**Try it**. The expected output is the data below, restated word for word.

**Dataset entries**.
========================================

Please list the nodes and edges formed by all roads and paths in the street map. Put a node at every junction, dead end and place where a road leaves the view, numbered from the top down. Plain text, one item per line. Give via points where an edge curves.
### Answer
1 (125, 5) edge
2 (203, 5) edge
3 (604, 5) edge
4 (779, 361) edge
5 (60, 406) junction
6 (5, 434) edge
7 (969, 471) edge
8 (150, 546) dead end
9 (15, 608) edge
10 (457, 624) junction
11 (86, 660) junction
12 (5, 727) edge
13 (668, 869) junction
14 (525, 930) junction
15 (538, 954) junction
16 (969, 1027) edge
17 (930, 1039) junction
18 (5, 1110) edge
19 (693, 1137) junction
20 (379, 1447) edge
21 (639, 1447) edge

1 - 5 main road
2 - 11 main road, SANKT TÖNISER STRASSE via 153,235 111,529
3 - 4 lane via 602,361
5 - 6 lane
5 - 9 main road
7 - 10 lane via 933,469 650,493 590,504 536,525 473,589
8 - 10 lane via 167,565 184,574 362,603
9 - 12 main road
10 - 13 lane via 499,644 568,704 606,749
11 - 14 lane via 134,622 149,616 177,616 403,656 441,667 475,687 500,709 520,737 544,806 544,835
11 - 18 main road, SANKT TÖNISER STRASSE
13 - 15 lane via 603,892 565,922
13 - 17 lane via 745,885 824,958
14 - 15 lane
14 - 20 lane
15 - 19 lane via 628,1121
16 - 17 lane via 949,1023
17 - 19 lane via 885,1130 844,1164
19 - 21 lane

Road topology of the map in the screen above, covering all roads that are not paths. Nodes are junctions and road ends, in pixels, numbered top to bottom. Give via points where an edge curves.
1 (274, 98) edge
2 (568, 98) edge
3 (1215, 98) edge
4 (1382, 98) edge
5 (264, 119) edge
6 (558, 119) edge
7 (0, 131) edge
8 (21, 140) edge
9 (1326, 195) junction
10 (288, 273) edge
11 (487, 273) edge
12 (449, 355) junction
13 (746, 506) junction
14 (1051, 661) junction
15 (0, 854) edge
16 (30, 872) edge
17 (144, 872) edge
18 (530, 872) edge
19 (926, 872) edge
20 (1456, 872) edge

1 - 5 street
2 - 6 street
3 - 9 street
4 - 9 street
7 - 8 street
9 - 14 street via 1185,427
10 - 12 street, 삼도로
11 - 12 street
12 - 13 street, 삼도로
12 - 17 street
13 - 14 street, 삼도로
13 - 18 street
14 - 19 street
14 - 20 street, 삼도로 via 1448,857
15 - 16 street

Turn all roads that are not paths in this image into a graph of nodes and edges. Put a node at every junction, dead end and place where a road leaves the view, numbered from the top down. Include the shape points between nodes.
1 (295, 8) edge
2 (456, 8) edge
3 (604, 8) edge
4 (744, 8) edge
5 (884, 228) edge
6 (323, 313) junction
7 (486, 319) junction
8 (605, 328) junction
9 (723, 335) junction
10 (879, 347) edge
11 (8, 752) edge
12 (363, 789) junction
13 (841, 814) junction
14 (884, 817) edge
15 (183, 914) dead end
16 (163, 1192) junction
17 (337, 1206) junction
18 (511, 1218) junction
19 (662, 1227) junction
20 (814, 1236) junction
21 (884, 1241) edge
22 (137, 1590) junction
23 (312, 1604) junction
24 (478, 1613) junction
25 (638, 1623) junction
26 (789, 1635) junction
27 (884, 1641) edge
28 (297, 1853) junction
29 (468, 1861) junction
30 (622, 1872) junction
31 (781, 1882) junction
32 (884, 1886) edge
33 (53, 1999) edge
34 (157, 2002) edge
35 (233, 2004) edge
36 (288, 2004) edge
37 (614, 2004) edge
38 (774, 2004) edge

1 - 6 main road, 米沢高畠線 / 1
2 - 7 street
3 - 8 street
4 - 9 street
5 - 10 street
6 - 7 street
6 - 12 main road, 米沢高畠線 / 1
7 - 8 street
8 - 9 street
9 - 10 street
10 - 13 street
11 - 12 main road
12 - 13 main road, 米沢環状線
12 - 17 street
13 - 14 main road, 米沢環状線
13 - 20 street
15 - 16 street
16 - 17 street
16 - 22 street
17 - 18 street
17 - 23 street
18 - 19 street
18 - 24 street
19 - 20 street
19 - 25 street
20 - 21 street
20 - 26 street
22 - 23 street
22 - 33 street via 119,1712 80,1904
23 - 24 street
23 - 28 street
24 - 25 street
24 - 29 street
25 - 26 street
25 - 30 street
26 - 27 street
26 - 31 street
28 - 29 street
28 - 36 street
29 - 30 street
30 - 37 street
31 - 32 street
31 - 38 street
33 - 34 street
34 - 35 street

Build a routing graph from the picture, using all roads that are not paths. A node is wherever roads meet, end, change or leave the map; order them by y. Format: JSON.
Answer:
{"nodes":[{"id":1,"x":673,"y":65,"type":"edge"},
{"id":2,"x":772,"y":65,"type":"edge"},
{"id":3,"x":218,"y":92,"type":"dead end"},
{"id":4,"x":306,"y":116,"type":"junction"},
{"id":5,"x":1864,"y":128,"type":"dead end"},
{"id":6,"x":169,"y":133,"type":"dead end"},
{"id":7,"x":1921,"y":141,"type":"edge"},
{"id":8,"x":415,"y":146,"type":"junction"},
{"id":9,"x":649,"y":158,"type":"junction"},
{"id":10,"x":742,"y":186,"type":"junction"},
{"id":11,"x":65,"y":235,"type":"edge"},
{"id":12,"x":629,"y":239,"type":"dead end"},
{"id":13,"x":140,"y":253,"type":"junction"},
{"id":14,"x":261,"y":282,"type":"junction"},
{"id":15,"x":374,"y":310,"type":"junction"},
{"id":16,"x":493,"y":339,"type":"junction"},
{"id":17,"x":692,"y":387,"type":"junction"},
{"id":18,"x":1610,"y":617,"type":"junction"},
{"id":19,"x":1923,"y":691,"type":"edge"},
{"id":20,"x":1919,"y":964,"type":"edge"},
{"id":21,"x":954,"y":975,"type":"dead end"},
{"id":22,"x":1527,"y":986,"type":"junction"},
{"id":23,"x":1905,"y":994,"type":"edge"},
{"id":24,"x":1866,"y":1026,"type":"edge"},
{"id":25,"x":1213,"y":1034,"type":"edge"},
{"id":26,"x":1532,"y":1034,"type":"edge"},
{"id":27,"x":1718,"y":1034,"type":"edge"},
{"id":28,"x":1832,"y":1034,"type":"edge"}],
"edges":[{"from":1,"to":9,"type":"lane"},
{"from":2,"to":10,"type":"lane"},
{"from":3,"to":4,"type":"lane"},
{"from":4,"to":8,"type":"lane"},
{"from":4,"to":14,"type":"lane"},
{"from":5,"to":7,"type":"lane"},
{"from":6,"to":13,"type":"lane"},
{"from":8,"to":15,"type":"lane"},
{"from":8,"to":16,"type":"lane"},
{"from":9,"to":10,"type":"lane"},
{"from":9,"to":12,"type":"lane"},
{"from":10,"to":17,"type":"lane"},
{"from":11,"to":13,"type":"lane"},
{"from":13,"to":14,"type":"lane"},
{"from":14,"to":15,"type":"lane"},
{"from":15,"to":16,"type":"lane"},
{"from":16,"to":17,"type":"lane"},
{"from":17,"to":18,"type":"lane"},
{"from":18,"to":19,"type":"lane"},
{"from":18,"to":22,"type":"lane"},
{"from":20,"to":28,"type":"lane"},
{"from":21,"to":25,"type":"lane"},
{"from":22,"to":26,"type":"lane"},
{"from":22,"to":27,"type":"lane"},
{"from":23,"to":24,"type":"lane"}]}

========================================

**Response area**.
Please list the nodes and edges formed by all roads and paths in the street map. Put a node at every junction, dead end and place where a road leaves the view, numbered from the top down. Plain text, one item per line. Give via points where an edge curves.
### Answer
1 (125, 5) edge
2 (203, 5) edge
3 (604, 5) edge
4 (779, 361) edge
5 (60, 406) junction
6 (5, 434) edge
7 (969, 471) edge
8 (150, 546) dead end
9 (15, 608) edge
10 (457, 624) junction
11 (86, 660) junction
12 (5, 727) edge
13 (668, 869) junction
14 (525, 930) junction
15 (538, 954) junction
16 (969, 1027) edge
17 (930, 1039) junction
18 (5, 1110) edge
19 (693, 1137) junction
20 (379, 1447) edge
21 (639, 1447) edge

1 - 5 main road
2 - 11 main road, SANKT TÖNISER STRASSE via 153,235 111,529
3 - 4 lane via 602,361
5 - 6 lane
5 - 9 main road
7 - 10 lane via 933,469 650,493 590,504 536,525 473,589
8 - 10 lane via 167,565 184,574 362,603
9 - 12 main road
10 - 13 lane via 499,644 568,704 606,749
11 - 14 lane via 134,622 149,616 177,616 403,656 441,667 475,687 500,709 520,737 544,806 544,835
11 - 18 main road, SANKT TÖNISER STRASSE
13 - 15 lane via 603,892 565,922
13 - 17 lane via 745,885 824,958
14 - 15 lane
14 - 20 lane
15 - 19 lane via 628,1121
16 - 17 lane via 949,1023
17 - 19 lane via 885,1130 844,1164
19 - 21 lane

Road topology of the map in the screen above, covering all roads that are not paths. Nodes are junctions and road ends, in pixels, numbered top to bottom. Give via points where an edge curves.
1 (274, 98) edge
2 (568, 98) edge
3 (1215, 98) edge
4 (1382, 98) edge
5 (264, 119) edge
6 (558, 119) edge
7 (0, 131) edge
8 (21, 140) edge
9 (1326, 195) junction
10 (288, 273) edge
11 (487, 273) edge
12 (449, 355) junction
13 (746, 506) junction
14 (1051, 661) junction
15 (0, 854) edge
16 (30, 872) edge
17 (144, 872) edge
18 (530, 872) edge
19 (926, 872) edge
20 (1456, 872) edge

1 - 5 street
2 - 6 street
3 - 9 street
4 - 9 street
7 - 8 street
9 - 14 street via 1185,427
10 - 12 street, 삼도로
11 - 12 street
12 - 13 street, 삼도로
12 - 17 street
13 - 14 street, 삼도로
13 - 18 street
14 - 19 street
14 - 20 street, 삼도로 via 1448,857
15 - 16 street

Turn all roads that are not paths in this image into a graph of nodes and edges. Put a node at every junction, dead end and place where a road leaves the view, numbered from the top down. Include the shape points between nodes.
1 (295, 8) edge
2 (456, 8) edge
3 (604, 8) edge
4 (744, 8) edge
5 (884, 228) edge
6 (323, 313) junction
7 (486, 319) junction
8 (605, 328) junction
9 (723, 335) junction
10 (879, 347) edge
11 (8, 752) edge
12 (363, 789) junction
13 (841, 814) junction
14 (884, 817) edge
15 (183, 914) dead end
16 (163, 1192) junction
17 (337, 1206) junction
18 (511, 1218) junction
19 (662, 1227) junction
20 (814, 1236) junction
21 (884, 1241) edge
22 (137, 1590) junction
23 (312, 1604) junction
24 (478, 1613) junction
25 (638, 1623) junction
26 (789, 1635) junction
27 (884, 1641) edge
28 (297, 1853) junction
29 (468, 1861) junction
30 (622, 1872) junction
31 (781, 1882) junction
32 (884, 1886) edge
33 (53, 1999) edge
34 (157, 2002) edge
35 (233, 2004) edge
36 (288, 2004) edge
37 (614, 2004) edge
38 (774, 2004) edge

1 - 6 main road, 米沢高畠線 / 1
2 - 7 street
3 - 8 street
4 - 9 street
5 - 10 street
6 - 7 street
6 - 12 main road, 米沢高畠線 / 1
7 - 8 street
8 - 9 street
9 - 10 street
10 - 13 street
11 - 12 main road
12 - 13 main road, 米沢環状線
12 - 17 street
13 - 14 main road, 米沢環状線
13 - 20 street
15 - 16 street
16 - 17 street
16 - 22 street
17 - 18 street
17 - 23 street
18 - 19 street
18 - 24 street
19 - 20 street
19 - 25 street
20 - 21 street
20 - 26 street
22 - 23 street
22 - 33 street via 119,1712 80,1904
23 - 24 street
23 - 28 street
24 - 25 street
24 - 29 street
25 - 26 street
25 - 30 street
26 - 27 street
26 - 31 street
28 - 29 street
28 - 36 street
29 - 30 street
30 - 37 street
31 - 32 street
31 - 38 street
33 - 34 street
34 - 35 street

Build a routing graph from the picture, using all roads that are not paths. A node is wherever roads meet, end, change or leave the map; order them by y. Format: JSON.
Answer:
{"nodes":[{"id":1,"x":673,"y":65,"type":"edge"},
{"id":2,"x":772,"y":65,"type":"edge"},
{"id":3,"x":218,"y":92,"type":"dead end"},
{"id":4,"x":306,"y":116,"type":"junction"},
{"id":5,"x":1864,"y":128,"type":"dead end"},
{"id":6,"x":169,"y":133,"type":"dead end"},
{"id":7,"x":1921,"y":141,"type":"edge"},
{"id":8,"x":415,"y":146,"type":"junction"},
{"id":9,"x":649,"y":158,"type":"junction"},
{"id":10,"x":742,"y":186,"type":"junction"},
{"id":11,"x":65,"y":235,"type":"edge"},
{"id":12,"x":629,"y":239,"type":"dead end"},
{"id":13,"x":140,"y":253,"type":"junction"},
{"id":14,"x":261,"y":282,"type":"junction"},
{"id":15,"x":374,"y":310,"type":"junction"},
{"id":16,"x":493,"y":339,"type":"junction"},
{"id":17,"x":692,"y":387,"type":"junction"},
{"id":18,"x":1610,"y":617,"type":"junction"},
{"id":19,"x":1923,"y":691,"type":"edge"},
{"id":20,"x":1919,"y":964,"type":"edge"},
{"id":21,"x":954,"y":975,"type":"dead end"},
{"id":22,"x":1527,"y":986,"type":"junction"},
{"id":23,"x":1905,"y":994,"type":"edge"},
{"id":24,"x":1866,"y":1026,"type":"edge"},
{"id":25,"x":1213,"y":1034,"type":"edge"},
{"id":26,"x":1532,"y":1034,"type":"edge"},
{"id":27,"x":1718,"y":1034,"type":"edge"},
{"id":28,"x":1832,"y":1034,"type":"edge"}],
"edges":[{"from":1,"to":9,"type":"lane"},
{"from":2,"to":10,"type":"lane"},
{"from":3,"to":4,"type":"lane"},
{"from":4,"to":8,"type":"lane"},
{"from":4,"to":14,"type":"lane"},
{"from":5,"to":7,"type":"lane"},
{"from":6,"to":13,"type":"lane"},
{"from":8,"to":15,"type":"lane"},
{"from":8,"to":16,"type":"lane"},
{"from":9,"to":10,"type":"lane"},
{"from":9,"to":12,"type":"lane"},
{"from":10,"to":17,"type":"lane"},
{"from":11,"to":13,"type":"lane"},
{"from":13,"to":14,"type":"lane"},
{"from":14,"to":15,"type":"lane"},
{"from":15,"to":16,"type":"lane"},
{"from":16,"to":17,"type":"lane"},
{"from":17,"to":18,"type":"lane"},
{"from":18,"to":19,"type":"lane"},
{"from":18,"to":22,"type":"lane"},
{"from":20,"to":28,"type":"lane"},
{"from":21,"to":25,"type":"lane"},
{"from":22,"to":26,"type":"lane"},
{"from":22,"to":27,"type":"lane"},
{"from":23,"to":24,"type":"lane"}]}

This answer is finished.